Mr Mikac still refuses to name Bryant. He believes the gunman, serving 35 life sentences at Risdon Prison, doesn’t deserve notoriety.
Every day brings reminders of Nanette, Alannah and Madeline, Mr Mikac said.
He thinks of what his daughters would have been doing today.
“Upon reflection there are always thoughts about what they would have been able to achieve and the loss of potential given their lives were shortened,” he said.
He hasn’t returned to Port Arthur in 15 years. Although he won’t attend them this month, he supports the commemorations for the massacre.
“It’s a great sign of respect.”
Living today in Byron Bay with his wife Kim, Mr Mikac runs a pharmacy and is watching the impact of The Alannah and Madeline Foundation, established to protect children from violence.
Along with support from his friends and family, the foundation’s work has helped him in his grief. Its programs have reached 1.5 million children since it started in 1997.
The Alannah and Madeline Foundation last week launched a petition to maintain gun legislation enacted after the massacre.
Despite resistance from states, farmers and sport shooters, Labor’s support for the reforms made them inevitable, Mr Mikac said.
"A significant legacy and one of the only good things to come of the 1996 Port Arthur tragedy, the day I lost my wife and children, was the establishment of the National Firearms Agreement 1996," Mr Mikac said.
The agreement banned certain semiautomatic and self-loading rifles, and shotguns.
Firearm licence applicants had to show genuine reason for having a gun, and the federal government initiated a massive gun buyback scheme that removed 700,000 firearms from circulation.
Twenty years later the success of Mr Howard’s gun reforms can be measured in the number of lives they’ve saved, Mr Mikac said.
“In that time we haven’t had any mass murders.”
He believes Mr Howard’s government will be most remembered for its firearms reforms.

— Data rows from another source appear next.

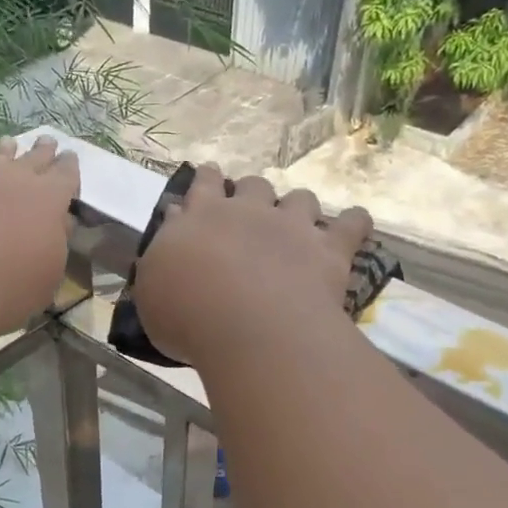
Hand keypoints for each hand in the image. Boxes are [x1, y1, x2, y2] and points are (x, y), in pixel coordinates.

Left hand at [0, 136, 80, 339]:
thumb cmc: (6, 288)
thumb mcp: (47, 277)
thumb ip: (55, 244)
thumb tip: (58, 223)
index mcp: (49, 199)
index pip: (66, 174)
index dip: (69, 167)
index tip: (70, 158)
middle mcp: (14, 179)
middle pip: (34, 157)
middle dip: (43, 151)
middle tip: (47, 142)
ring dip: (7, 151)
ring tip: (9, 144)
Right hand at [132, 164, 372, 368]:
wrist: (249, 329)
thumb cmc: (188, 316)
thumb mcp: (152, 290)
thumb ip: (162, 254)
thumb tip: (174, 221)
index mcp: (202, 217)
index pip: (204, 184)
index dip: (208, 179)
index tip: (210, 177)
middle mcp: (248, 211)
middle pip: (253, 186)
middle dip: (252, 194)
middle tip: (251, 214)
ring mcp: (293, 226)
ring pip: (300, 199)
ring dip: (297, 208)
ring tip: (297, 227)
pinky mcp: (329, 249)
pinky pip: (351, 224)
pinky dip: (354, 223)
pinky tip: (355, 225)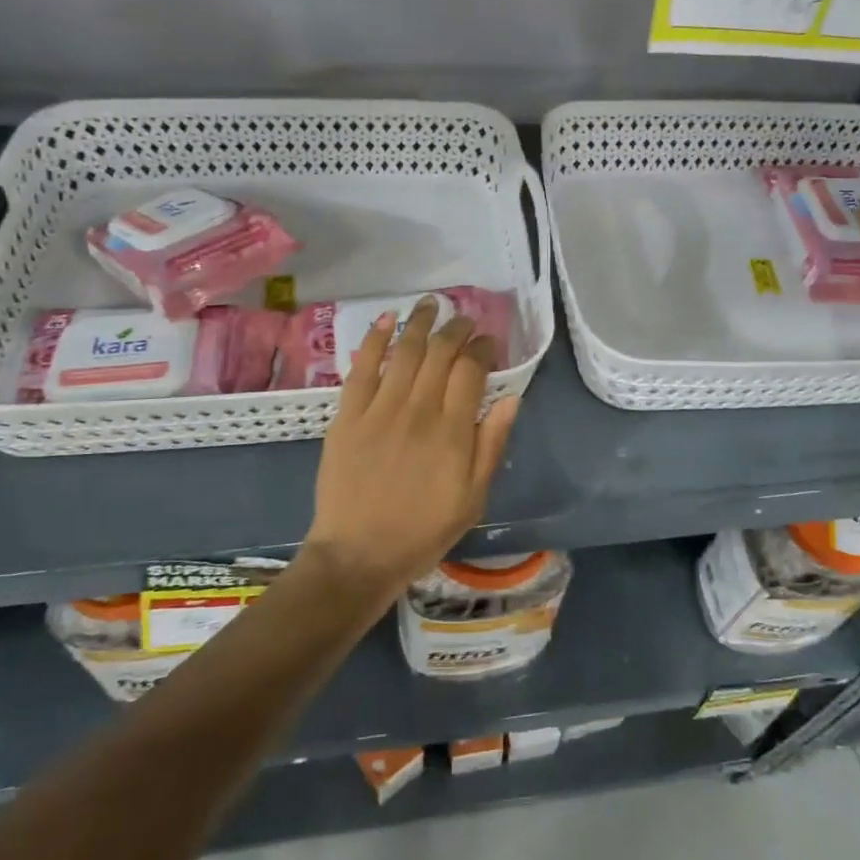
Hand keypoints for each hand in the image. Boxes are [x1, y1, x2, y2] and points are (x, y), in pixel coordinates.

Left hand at [304, 296, 519, 602]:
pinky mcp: (347, 415)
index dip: (482, 348)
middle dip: (456, 328)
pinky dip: (374, 340)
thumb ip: (492, 444)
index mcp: (452, 431)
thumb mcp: (473, 498)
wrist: (357, 555)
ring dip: (421, 323)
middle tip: (464, 319)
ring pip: (404, 352)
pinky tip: (386, 320)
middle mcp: (417, 410)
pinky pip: (362, 368)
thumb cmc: (422, 531)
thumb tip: (511, 397)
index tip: (488, 341)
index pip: (471, 370)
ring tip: (431, 304)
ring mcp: (379, 410)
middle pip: (440, 353)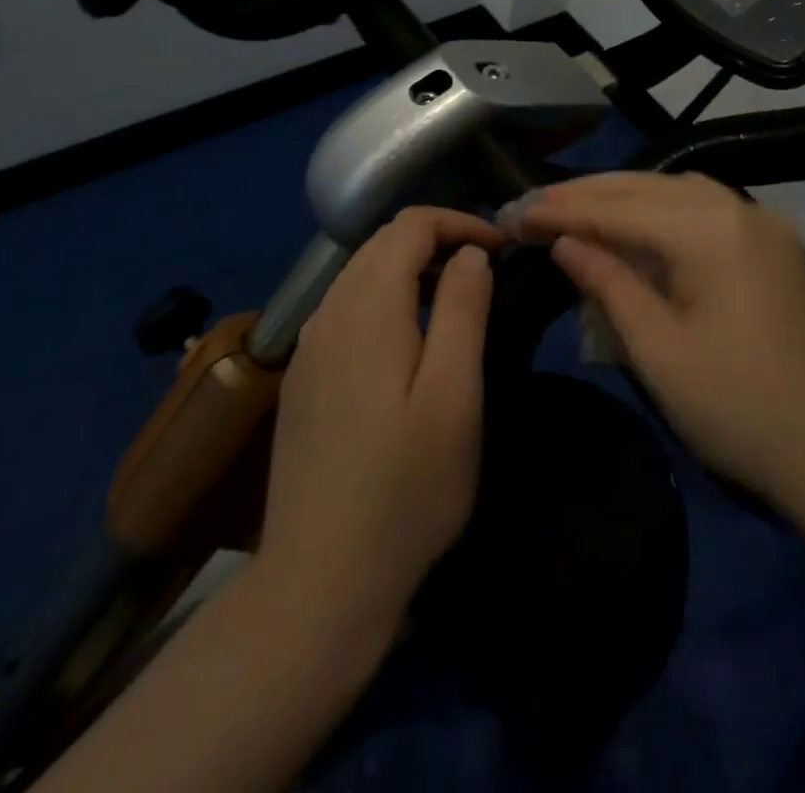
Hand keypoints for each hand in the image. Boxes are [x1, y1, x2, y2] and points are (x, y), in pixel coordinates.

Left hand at [258, 207, 504, 638]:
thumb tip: (471, 253)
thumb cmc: (406, 487)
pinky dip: (385, 298)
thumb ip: (464, 309)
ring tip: (457, 299)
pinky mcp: (303, 379)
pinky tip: (410, 341)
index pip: (410, 225)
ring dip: (411, 268)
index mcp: (366, 308)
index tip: (502, 249)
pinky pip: (346, 309)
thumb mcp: (455, 394)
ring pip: (360, 274)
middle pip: (381, 243)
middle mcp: (328, 313)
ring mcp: (308, 348)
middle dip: (438, 239)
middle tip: (487, 268)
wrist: (319, 581)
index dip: (460, 222)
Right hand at [508, 172, 804, 511]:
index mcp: (708, 229)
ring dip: (626, 195)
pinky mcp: (775, 246)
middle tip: (536, 206)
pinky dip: (663, 209)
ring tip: (579, 208)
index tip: (516, 214)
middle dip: (589, 194)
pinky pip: (707, 208)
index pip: (619, 207)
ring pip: (679, 189)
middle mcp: (738, 208)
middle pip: (648, 186)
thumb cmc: (738, 407)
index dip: (564, 211)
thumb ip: (609, 283)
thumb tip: (567, 242)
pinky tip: (640, 224)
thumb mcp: (659, 350)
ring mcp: (763, 224)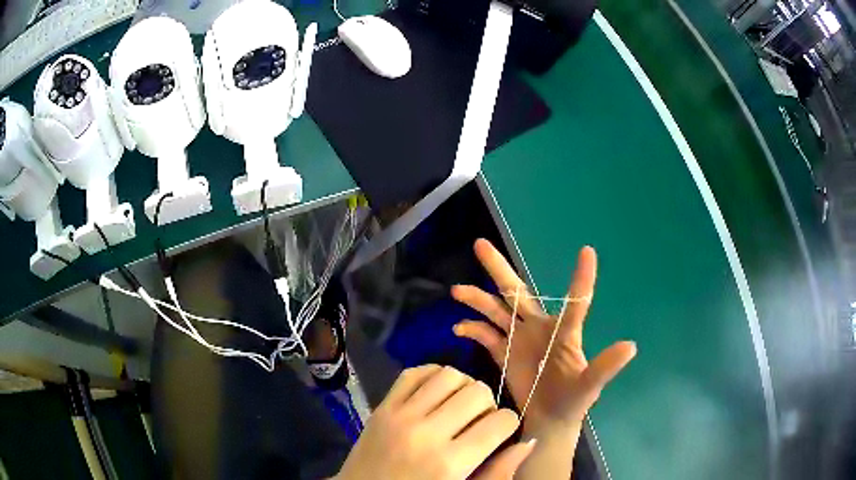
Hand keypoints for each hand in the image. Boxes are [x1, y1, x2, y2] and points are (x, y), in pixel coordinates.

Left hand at [336, 365, 535, 479]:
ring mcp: (400, 415)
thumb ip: (497, 473)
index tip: (501, 432)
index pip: (501, 422)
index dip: (509, 424)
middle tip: (479, 422)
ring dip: (463, 387)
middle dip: (489, 404)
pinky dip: (432, 375)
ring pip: (449, 375)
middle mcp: (427, 432)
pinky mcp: (381, 406)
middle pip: (478, 392)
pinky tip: (436, 394)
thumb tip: (527, 441)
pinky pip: (413, 372)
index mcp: (450, 462)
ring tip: (458, 406)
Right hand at [452, 239, 635, 434]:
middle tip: (479, 245)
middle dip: (499, 269)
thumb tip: (631, 346)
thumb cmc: (574, 401)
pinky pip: (486, 337)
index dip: (582, 278)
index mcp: (563, 333)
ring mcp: (519, 340)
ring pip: (496, 311)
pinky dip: (473, 330)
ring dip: (478, 300)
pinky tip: (459, 328)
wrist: (549, 420)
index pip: (575, 302)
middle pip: (517, 293)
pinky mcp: (504, 354)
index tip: (588, 250)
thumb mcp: (589, 386)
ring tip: (458, 290)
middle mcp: (539, 329)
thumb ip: (605, 367)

“I’ve got sheer admiration and take my hat off. He was quite courageous for that change to happen.”
It was “quite feasible” that Australia could have failed to enact reform following the massacre, as the United States has after killings at Sandy Hook and Charleston, he said.
“It took a lot of effort on the government’s part to make that happen,” Mr Mikac said.

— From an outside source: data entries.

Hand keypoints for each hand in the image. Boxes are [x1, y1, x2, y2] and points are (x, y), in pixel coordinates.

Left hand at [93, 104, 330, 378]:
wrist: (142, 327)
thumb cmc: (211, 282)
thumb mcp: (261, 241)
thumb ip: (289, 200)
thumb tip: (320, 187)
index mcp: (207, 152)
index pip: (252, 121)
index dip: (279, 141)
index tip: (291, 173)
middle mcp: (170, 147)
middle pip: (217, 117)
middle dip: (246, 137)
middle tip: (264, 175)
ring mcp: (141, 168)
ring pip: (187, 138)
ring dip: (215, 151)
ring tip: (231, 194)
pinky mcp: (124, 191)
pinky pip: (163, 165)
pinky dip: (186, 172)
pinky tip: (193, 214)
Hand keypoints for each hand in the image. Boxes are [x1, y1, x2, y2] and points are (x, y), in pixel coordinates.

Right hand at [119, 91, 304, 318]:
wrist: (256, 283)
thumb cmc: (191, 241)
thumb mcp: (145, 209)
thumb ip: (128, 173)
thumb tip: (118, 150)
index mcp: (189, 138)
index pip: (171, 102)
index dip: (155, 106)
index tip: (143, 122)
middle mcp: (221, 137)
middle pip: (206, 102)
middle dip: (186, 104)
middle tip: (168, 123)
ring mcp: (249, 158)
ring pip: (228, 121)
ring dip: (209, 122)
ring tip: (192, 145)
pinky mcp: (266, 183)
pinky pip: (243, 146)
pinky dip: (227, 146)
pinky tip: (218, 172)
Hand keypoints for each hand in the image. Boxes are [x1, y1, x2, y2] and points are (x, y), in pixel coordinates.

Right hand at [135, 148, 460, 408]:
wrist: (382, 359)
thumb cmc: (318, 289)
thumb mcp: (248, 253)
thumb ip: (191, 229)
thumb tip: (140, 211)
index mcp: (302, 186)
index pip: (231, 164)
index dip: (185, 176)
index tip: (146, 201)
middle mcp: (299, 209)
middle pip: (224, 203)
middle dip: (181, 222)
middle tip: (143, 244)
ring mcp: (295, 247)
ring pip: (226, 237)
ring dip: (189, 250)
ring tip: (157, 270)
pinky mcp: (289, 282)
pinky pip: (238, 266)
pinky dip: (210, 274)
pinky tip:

“At least we’re not in the same situation as the United States.”
Australia’s reforms have become an international model for gun control and have been held as an example in the fierce firearms law debate in the US.
US President Barack Obama has cited Australia in his battle for gun reform, but failed to overcome vocal and entrenched opposition backed by the powerful National Rifle Association.
“You can see from an emotional point of view, he dearly wants to make a change,” Mr Mikac said.
The US situation is a reminder of the odds Australia’s reforms could have faced.
But Mr Mikac wants Australia to avoid complacency.
“The call to action’s usually when something happens, rather than when something doesn’t happen.”
Parts of Australia’s gun control laws are being “carved off” and measures to relax them added, threatening the legislation’s integrity, he fears.
“If you allow a little bit [of change], it allows further dilution.”
The Alannah and Madeline Foundation's petition also calls for governments to restrict dangerous guns including the Adler lever action shotgun.
State and federal governments are considering extending a temporary ban on the shotgun's seven-round version as part of a National Firearms Agreement review.
Thousands of its five-shot version, made available after the ban, have been imported into NSW, Victoria and Queensland.
The Adler shotgun has the same speed and firepower as banned pump-action varieties, and was designed to “get around” Australia’s firearms legislation, Mr Mikac said.
“No one needs that in our general community. We’re not war torn, we have minimal terrorist threat.”
He laments legislation in Western Australia letting children use guns.
“I find that pretty revolting to think… that younger children can walk onto a firing range,” Mr Mikac said.
He warned against allowing children to see guns as something fun.
“I just think it’s crazy.”
Mr Mikac said it was his goal to ensure no one went through the trauma he experienced 20 years ago.